Segment Start: INFORMATION

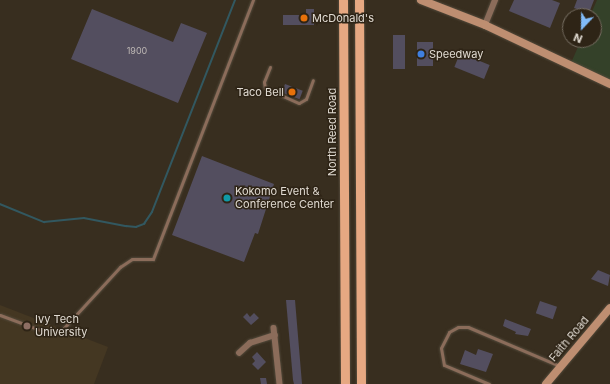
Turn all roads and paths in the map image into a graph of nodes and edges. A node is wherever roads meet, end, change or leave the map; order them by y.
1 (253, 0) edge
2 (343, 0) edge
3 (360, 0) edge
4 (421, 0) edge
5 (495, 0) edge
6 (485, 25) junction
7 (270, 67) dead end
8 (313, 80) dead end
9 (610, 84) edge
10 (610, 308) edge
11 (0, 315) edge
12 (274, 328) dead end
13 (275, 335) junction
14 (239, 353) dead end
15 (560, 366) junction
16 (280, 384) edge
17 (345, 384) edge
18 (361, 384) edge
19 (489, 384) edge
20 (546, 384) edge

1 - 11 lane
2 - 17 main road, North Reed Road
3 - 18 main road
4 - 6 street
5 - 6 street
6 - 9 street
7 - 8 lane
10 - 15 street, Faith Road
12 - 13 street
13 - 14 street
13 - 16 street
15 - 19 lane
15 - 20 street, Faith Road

Segment End: INFORMATION

WHAT YOU NEED TO DO :: Starting at the first entry above and ending at the last, write everything out exactly except the pictures.

RESULT OF THIS EXERCISE ::
Turn all roads and paths in the map image into a graph of nodes and edges. A node is wherever roads meet, end, change or leave the map; order them by y.
1 (253, 0) edge
2 (343, 0) edge
3 (360, 0) edge
4 (421, 0) edge
5 (495, 0) edge
6 (485, 25) junction
7 (270, 67) dead end
8 (313, 80) dead end
9 (610, 84) edge
10 (610, 308) edge
11 (0, 315) edge
12 (274, 328) dead end
13 (275, 335) junction
14 (239, 353) dead end
15 (560, 366) junction
16 (280, 384) edge
17 (345, 384) edge
18 (361, 384) edge
19 (489, 384) edge
20 (546, 384) edge

1 - 11 lane
2 - 17 main road, North Reed Road
3 - 18 main road
4 - 6 street
5 - 6 street
6 - 9 street
7 - 8 lane
10 - 15 street, Faith Road
12 - 13 street
13 - 14 street
13 - 16 street
15 - 19 lane
15 - 20 street, Faith Road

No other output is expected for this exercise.